The internet is a hellscape run by trolls and dominated by futile Facebook arguments or worse. And while social media giants across the web have finally, begrudgingly, begun rolling out more robust efforts to try to dissuade derogatory dialogue, these solutions tend to be reactive, in other words coming after the damage has already been done.
It should come as no surprise, then, that artificial intelligence researchers are eager to develop systems that can foresee an online argument before it happens. But as a team of researchers at Cornell University recently explained to Inverse, this urgently needed innovation is not that far from trying to tell the future.
“In the past, there has been work on detecting whether a given comment is toxic,” says computer science Ph.D. Jonathan Chang. “Our goal is slightly different, we want to know if it is possible to predict whether a currently civil conversation will get out of hand sometime in the future. To explore this question, we look at conversations between Wikipedia editors, some of which stay civil and others of which get out of hand.”
Chang and his colleagues analyzed hundreds of messages sent between the sometimes easily irritated Wikipedia curators. They then used 1,270 conversations that took an offensive turn to train a machine-learning model in an attempt to automate this kind of moderation.
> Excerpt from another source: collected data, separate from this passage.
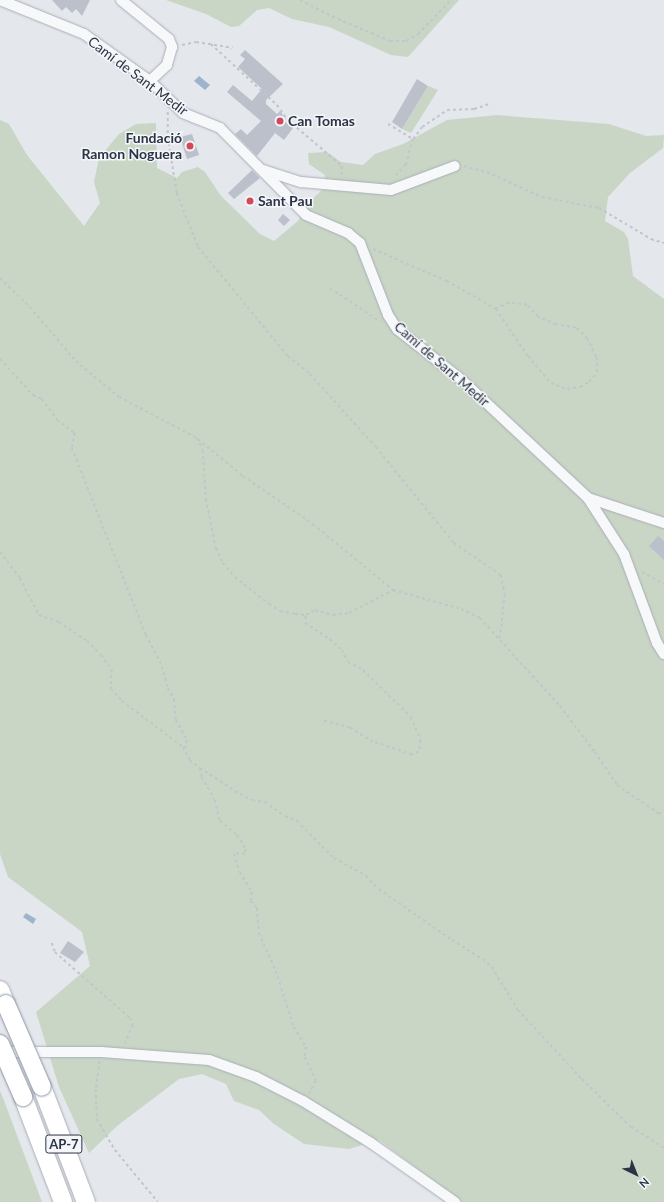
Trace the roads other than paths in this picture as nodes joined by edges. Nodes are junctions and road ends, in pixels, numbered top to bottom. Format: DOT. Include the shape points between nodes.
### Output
graph roads {
  1 [pos="0,0"];
  2 [pos="121,0"];
  3 [pos="150,81"];
  4 [pos="455,166"];
  5 [pos="261,170"];
  6 [pos="588,498"];
  7 [pos="664,523"];
  8 [pos="664,654"];
  9 [pos="3,997"];
  10 [pos="0,1044"];
  11 [pos="0,1052"];
  12 [pos="63,1202"];
  13 [pos="86,1202"];
  14 [pos="455,1202"];
  1 -- 3 [label="street, Camí de Sant Medir" via="84,34"];
  2 -- 3 [label="street" via="169,39 172,47 167,64"];
  3 -- 5 [label="street, Camí de Sant Medir" via="183,113 220,128"];
  4 -- 5 [label="street" via="391,190 301,182"];
  5 -- 6 [label="street, Camí de Sant Medir" via="306,215 348,233 360,243 388,315 397,329 463,381"];
  6 -- 7 [label="street, Camí de Sant Medir"];
  6 -- 8 [label="street" via="629,566 657,642"];
  9 -- 13 [label="highway, AP-7, bridge" via="42,1087"];
  10 -- 12 [label="highway, AP-7, bridge"];
  11 -- 14 [label="street" via="101,1052 209,1060 256,1077 305,1102 371,1143"];
}
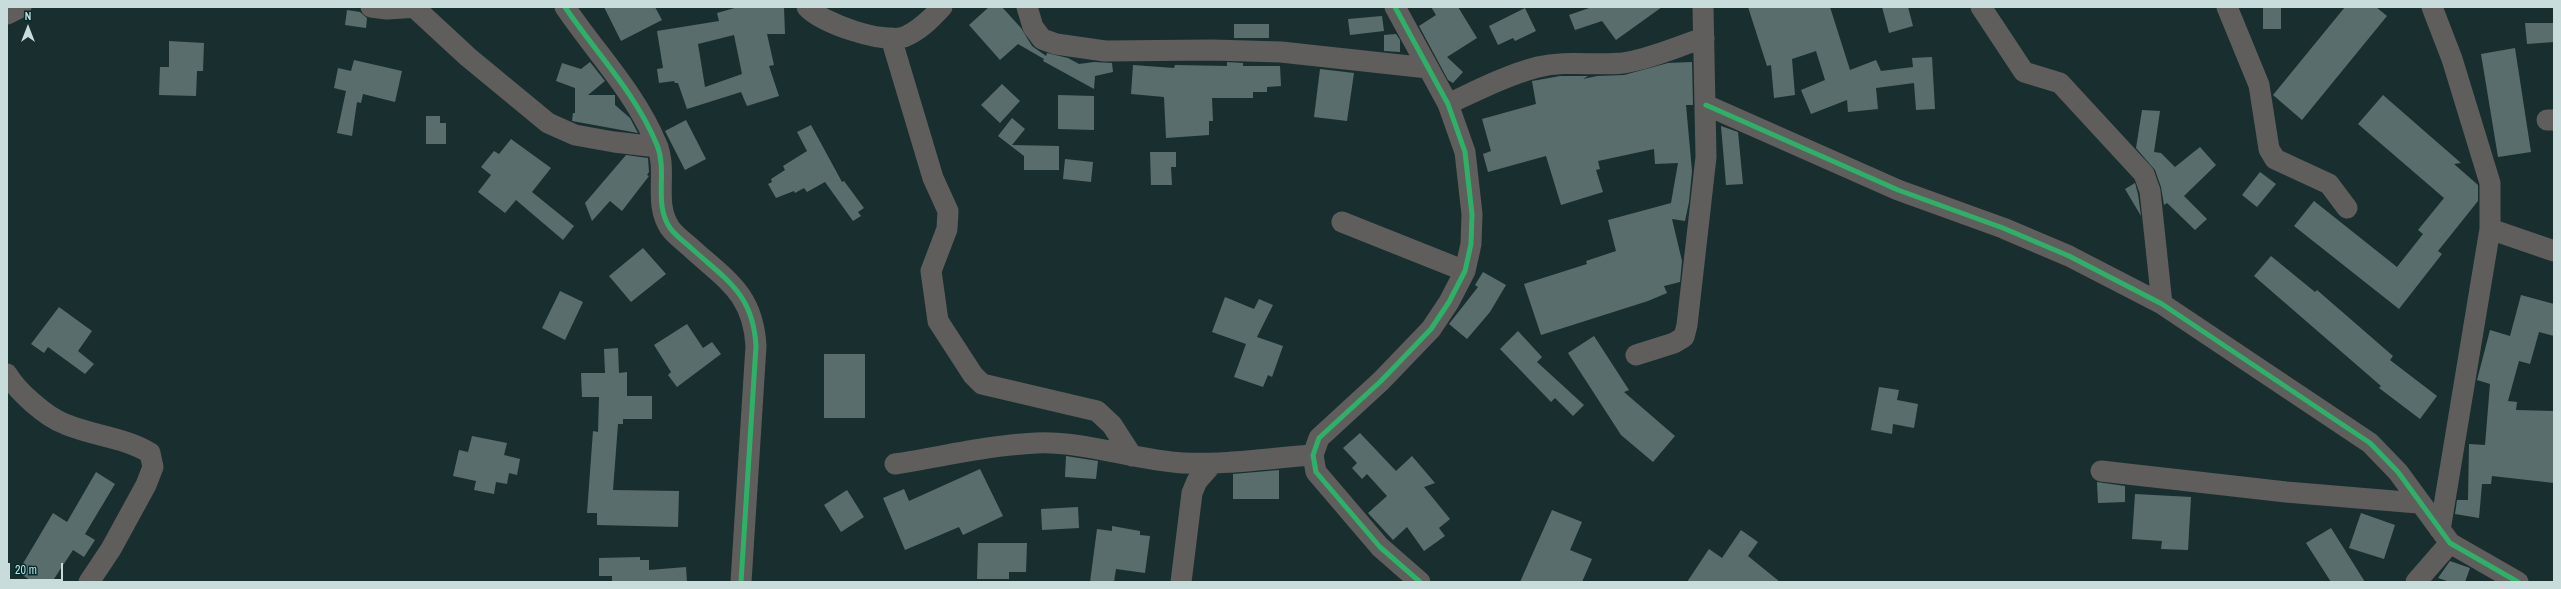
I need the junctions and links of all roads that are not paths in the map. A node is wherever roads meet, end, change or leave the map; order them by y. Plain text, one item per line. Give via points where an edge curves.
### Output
1 (20, 7) edge
2 (371, 7) edge
3 (565, 7) edge
4 (807, 7) edge
5 (942, 7) edge
6 (1027, 7) edge
7 (1395, 7) edge
8 (1703, 7) edge
9 (1981, 7) edge
10 (2227, 7) edge
11 (2432, 7) edge
12 (417, 8) edge
13 (7, 14) edge
14 (891, 38) junction
15 (1704, 38) junction
16 (1428, 68) junction
17 (1448, 104) junction
18 (1706, 105) junction
19 (658, 147) junction
20 (2347, 208) dead end
21 (1342, 222) dead end
22 (2490, 229) junction
23 (2554, 251) edge
24 (1465, 271) junction
25 (2162, 304) junction
26 (1636, 355) dead end
27 (7, 374) edge
28 (1312, 455) junction
29 (1132, 456) junction
30 (1213, 463) junction
31 (895, 464) dead end
32 (2101, 471) dead end
33 (2418, 503) junction
34 (2445, 536) junction
35 (89, 582) edge
36 (741, 582) edge
37 (1181, 582) edge
38 (1420, 582) edge
39 (2416, 582) edge
40 (2518, 582) edge

1 - 13 street
2 - 12 street via 387,10
3 - 19 street via 640,108
4 - 14 street via 814,15 830,22
5 - 14 street via 928,22 904,37
6 - 16 street via 1033,27 1042,39 1056,44 1105,51 1281,52
7 - 16 street
8 - 15 street
9 - 25 street via 2024,72 2060,83 2144,174 2150,191
10 - 20 street via 2259,85 2269,149 2275,159 2329,184
11 - 22 street via 2452,59 2490,183
12 - 19 street via 473,62 548,123 575,135
14 - 29 street via 933,178 948,211 947,229 931,271 938,321 973,375 982,384 1096,411 1112,425
15 - 17 street via 1642,59 1622,63 1575,62 1539,67 1505,78
15 - 18 street
16 - 17 street
17 - 24 street via 1465,152 1472,214 1471,244
18 - 25 street via 1898,190 2003,228 2069,256
18 - 26 street via 1706,157 1684,336 1674,343
19 - 36 street via 665,220 670,229 739,292 750,310 755,328
21 - 24 street
22 - 23 street
22 - 34 street
24 - 28 street via 1431,329 1381,381 1319,438
25 - 33 street via 2370,444 2398,472
27 - 35 street via 33,403 64,424 136,445 150,453 153,467 146,485 111,549
28 - 30 street
28 - 38 street via 1316,472 1380,547
29 - 30 street via 1182,463
29 - 31 street via 1089,447 1036,443
30 - 37 street via 1197,481 1192,493
32 - 33 street via 2286,492
33 - 34 street
34 - 39 street
34 - 40 street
Their results were published in a paper that was presented at the Association for Computational Linguistics’ annual meeting on July 15.
So how’d the “let’s all calm down” bot do? Fortunately, not too shabby. It ended up being 65 percent accurate, slightly lower than humans’ 72 percent success rate. The researchers found this statistic by creating an online quiz where people could test their comment moderation skills. Turns out, it’s pretty damn hard to figure out if social media users will either wild out or stay civil.
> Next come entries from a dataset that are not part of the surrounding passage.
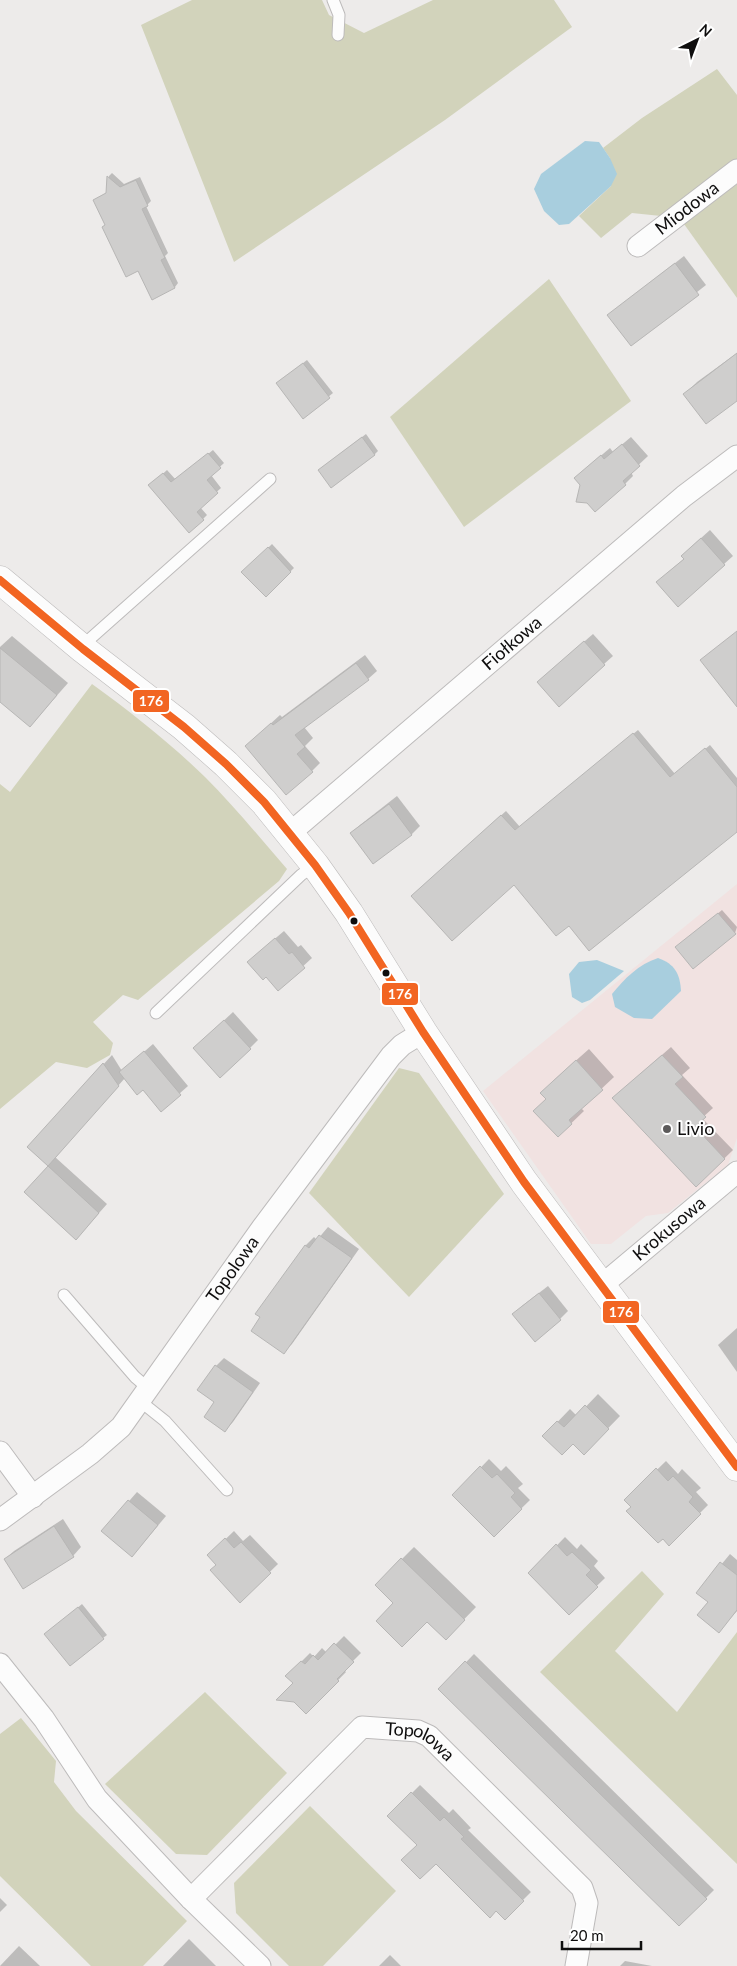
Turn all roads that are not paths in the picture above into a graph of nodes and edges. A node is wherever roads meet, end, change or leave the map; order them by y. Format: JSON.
{"nodes":[{"id":1,"x":333,"y":0,"type":"edge"},
{"id":2,"x":338,"y":35,"type":"dead end"},
{"id":3,"x":737,"y":170,"type":"edge"},
{"id":4,"x":638,"y":246,"type":"dead end"},
{"id":5,"x":737,"y":456,"type":"edge"},
{"id":6,"x":270,"y":479,"type":"dead end"},
{"id":7,"x":0,"y":580,"type":"edge"},
{"id":8,"x":83,"y":649,"type":"junction"},
{"id":9,"x":290,"y":834,"type":"junction"},
{"id":10,"x":315,"y":865,"type":"junction"},
{"id":11,"x":156,"y":1012,"type":"dead end"},
{"id":12,"x":422,"y":1032,"type":"junction"},
{"id":13,"x":737,"y":1172,"type":"edge"},
{"id":14,"x":602,"y":1286,"type":"junction"},
{"id":15,"x":64,"y":1295,"type":"dead end"},
{"id":16,"x":144,"y":1395,"type":"junction"},
{"id":17,"x":0,"y":1452,"type":"edge"},
{"id":18,"x":733,"y":1453,"type":"edge"},
{"id":19,"x":228,"y":1490,"type":"dead end"},
{"id":20,"x":34,"y":1497,"type":"junction"},
{"id":21,"x":0,"y":1520,"type":"edge"},
{"id":22,"x":0,"y":1664,"type":"edge"},
{"id":23,"x":191,"y":1899,"type":"junction"},
{"id":24,"x":260,"y":1966,"type":"edge"},
{"id":25,"x":576,"y":1966,"type":"edge"}],
"edges":[{"from":1,"to":2,"type":"lane"},
{"from":3,"to":4,"type":"street","name":"Miodowa"},
{"from":5,"to":9,"type":"street","name":"Fiołkowa"},
{"from":6,"to":8,"type":"lane"},
{"from":7,"to":8,"type":"street"},
{"from":8,"to":9,"type":"street"},
{"from":9,"to":10,"type":"street"},
{"from":10,"to":11,"type":"lane"},
{"from":10,"to":12,"type":"street"},
{"from":12,"to":14,"type":"street"},
{"from":12,"to":16,"type":"street","name":"Topolowa"},
{"from":13,"to":14,"type":"street","name":"Krokusowa"},
{"from":14,"to":18,"type":"street"},
{"from":15,"to":16,"type":"lane"},
{"from":16,"to":19,"type":"lane"},
{"from":16,"to":20,"type":"street","name":"Topolowa"},
{"from":17,"to":20,"type":"street"},
{"from":20,"to":21,"type":"street","name":"Topolowa"},
{"from":22,"to":23,"type":"street"},
{"from":23,"to":24,"type":"street"},
{"from":23,"to":25,"type":"street","name":"Topolowa"}]}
“The idea is to show that the task is hard but not impossible - if humans got only 50 percent accuracy, for instance, this would be no better than random guessing and there would be no reason to think that we could train a machine to do any better,” says Chang. “Comparing our model to human responses has given us some insight on how similar, or dissimilar, our computational approach is to human intuition.”
Chang doesn’t believe this will rid the internet of trash talk, but he sees it as a way to help human social media moderators. Instead of having to pay attention to the millions of comments that can be posted a day, their algorithm can identify the hundreds of those that are at risk of turning into an argument.
While one might think that combing through all of these potentially unpredictable quarrels would give Chang a bout of sadness, the scientist says the experience has actually given him hope for humanity.
“These days, there’s a lot of pessimism surrounding online conversations, but here what we’re seeing is that even in cases where a conversation starts out in an unfriendly manner, there is still a chance for the participants to have second thoughts, change their tone, and put the conversation on track for a brighter outcome,” he says. “The future is not set in stone.”
Maybe there is hope for the internet after all.